Intra-party politics and state strategy: PASOK's "participatory" project (2004-2009)


Κώστας Ελευθερίου
Χρύσανθος Τάσσης
Abstract
Over the past two decades, a series of transformations have been recorded at the level of party organizations, which have been interpreted as a 'democratization' or 'centralization' of intra-party politics. PASOK is the principal demonstrator of these organizational changes in the Greek party system and the 'participatory project' of the 2004-2009 period constitutes an ambitious effort to promote a different model of party organization. This article will examine the organizational innovations introduced during this period through Scarrow’s (1996) ‘three organizational dimensions’ analytical framework and Katz and Mair’s ‘cartel party theory’ (1995).
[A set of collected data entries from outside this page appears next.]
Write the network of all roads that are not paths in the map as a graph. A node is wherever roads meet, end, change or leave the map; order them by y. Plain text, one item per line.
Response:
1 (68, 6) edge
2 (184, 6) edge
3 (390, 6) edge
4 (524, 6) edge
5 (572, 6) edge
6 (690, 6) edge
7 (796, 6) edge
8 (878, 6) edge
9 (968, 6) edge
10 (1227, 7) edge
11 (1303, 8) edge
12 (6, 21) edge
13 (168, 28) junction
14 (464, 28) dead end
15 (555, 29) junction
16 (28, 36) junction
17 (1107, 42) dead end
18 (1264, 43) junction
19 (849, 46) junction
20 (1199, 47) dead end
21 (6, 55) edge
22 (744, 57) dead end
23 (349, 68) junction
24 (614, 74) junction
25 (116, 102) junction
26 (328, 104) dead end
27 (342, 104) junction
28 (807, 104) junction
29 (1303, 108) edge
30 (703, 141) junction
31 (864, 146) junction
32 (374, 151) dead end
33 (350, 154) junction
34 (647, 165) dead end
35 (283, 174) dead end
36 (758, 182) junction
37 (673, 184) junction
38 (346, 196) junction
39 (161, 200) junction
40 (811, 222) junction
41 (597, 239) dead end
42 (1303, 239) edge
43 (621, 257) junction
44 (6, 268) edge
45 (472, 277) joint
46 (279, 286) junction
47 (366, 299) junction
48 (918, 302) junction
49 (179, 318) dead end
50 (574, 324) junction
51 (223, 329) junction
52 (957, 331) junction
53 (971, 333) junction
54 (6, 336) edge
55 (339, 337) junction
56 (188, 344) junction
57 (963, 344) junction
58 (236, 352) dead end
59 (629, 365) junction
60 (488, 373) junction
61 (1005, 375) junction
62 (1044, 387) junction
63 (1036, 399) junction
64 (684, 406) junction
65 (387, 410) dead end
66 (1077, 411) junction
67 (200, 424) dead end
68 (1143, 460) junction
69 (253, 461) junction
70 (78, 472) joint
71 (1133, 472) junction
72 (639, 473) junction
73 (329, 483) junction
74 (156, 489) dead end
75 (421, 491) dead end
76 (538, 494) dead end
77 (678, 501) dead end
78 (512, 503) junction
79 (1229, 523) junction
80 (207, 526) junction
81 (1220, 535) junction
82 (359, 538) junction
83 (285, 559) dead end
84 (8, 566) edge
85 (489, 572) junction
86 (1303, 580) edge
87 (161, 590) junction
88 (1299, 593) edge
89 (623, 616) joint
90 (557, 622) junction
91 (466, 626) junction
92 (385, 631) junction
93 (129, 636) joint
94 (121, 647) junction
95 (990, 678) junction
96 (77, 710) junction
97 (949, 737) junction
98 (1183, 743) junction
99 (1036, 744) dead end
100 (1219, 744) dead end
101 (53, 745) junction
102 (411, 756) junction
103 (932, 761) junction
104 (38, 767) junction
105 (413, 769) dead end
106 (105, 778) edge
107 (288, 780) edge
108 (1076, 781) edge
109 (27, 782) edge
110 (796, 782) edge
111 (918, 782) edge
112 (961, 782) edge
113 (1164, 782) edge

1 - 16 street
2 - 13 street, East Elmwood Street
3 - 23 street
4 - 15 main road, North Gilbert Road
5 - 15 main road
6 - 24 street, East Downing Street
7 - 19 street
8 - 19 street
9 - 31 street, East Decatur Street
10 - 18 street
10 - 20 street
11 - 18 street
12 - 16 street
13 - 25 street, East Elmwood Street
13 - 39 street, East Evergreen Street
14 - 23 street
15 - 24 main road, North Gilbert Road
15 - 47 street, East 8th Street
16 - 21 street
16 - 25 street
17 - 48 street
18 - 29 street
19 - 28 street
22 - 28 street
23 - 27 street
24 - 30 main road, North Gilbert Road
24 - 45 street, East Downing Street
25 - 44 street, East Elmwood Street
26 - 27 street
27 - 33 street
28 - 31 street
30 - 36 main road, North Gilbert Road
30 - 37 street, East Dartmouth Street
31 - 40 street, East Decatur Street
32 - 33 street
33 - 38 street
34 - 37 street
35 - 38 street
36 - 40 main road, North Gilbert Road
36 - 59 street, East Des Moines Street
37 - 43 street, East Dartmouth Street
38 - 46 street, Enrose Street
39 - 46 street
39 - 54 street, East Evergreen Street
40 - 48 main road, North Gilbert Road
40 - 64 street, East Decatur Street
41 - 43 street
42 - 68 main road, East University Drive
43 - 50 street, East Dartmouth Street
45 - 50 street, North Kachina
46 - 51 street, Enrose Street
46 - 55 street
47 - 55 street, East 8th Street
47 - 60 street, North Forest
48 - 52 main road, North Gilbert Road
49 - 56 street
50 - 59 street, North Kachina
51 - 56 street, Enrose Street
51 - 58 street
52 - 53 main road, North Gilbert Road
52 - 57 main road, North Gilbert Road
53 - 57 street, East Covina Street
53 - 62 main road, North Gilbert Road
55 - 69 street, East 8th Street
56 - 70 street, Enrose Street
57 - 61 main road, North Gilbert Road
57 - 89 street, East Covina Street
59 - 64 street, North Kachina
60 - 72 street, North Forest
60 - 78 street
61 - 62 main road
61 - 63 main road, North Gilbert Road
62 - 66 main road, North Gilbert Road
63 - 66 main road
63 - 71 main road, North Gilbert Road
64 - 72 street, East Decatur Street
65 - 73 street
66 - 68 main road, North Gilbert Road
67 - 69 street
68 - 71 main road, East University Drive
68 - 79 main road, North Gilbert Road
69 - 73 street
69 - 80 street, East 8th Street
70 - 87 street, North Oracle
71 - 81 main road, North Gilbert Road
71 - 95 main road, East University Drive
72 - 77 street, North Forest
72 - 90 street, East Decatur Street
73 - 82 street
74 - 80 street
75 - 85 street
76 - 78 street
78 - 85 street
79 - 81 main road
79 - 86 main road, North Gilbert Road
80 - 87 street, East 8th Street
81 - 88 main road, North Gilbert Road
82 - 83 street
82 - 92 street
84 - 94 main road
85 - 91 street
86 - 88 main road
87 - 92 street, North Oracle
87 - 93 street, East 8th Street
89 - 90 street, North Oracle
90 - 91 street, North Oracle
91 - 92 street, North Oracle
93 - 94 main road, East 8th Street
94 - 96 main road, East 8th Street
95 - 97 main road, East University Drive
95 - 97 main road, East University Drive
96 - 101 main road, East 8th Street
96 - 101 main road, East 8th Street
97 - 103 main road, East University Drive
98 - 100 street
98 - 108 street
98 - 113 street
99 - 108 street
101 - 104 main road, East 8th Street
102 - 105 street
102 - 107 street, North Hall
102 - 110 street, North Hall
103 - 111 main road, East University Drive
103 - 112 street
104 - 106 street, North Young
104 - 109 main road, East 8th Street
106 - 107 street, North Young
It will be argued that the organizational restructuring of PASOK resulted in the strengthening of leadership and the 'party in central office' versus the 'party on the ground', the weakening of PASOK's collective bodies, both central and regional, and the formation of a model of party democracy based on the unmediated relationship between the President and the members/friends and the emergence of deliberation as a basic principle of the intra-party decision-making process. The autonomy of party leadership and bureaucracy is the consequence of their interpenetration with the state, primarily through the allocation of state subsidies to the organization. In this context, the state strategy determines the content of the 'participatory project' and makes the party in opposition a 'test tube' for its subsequent governmental practices.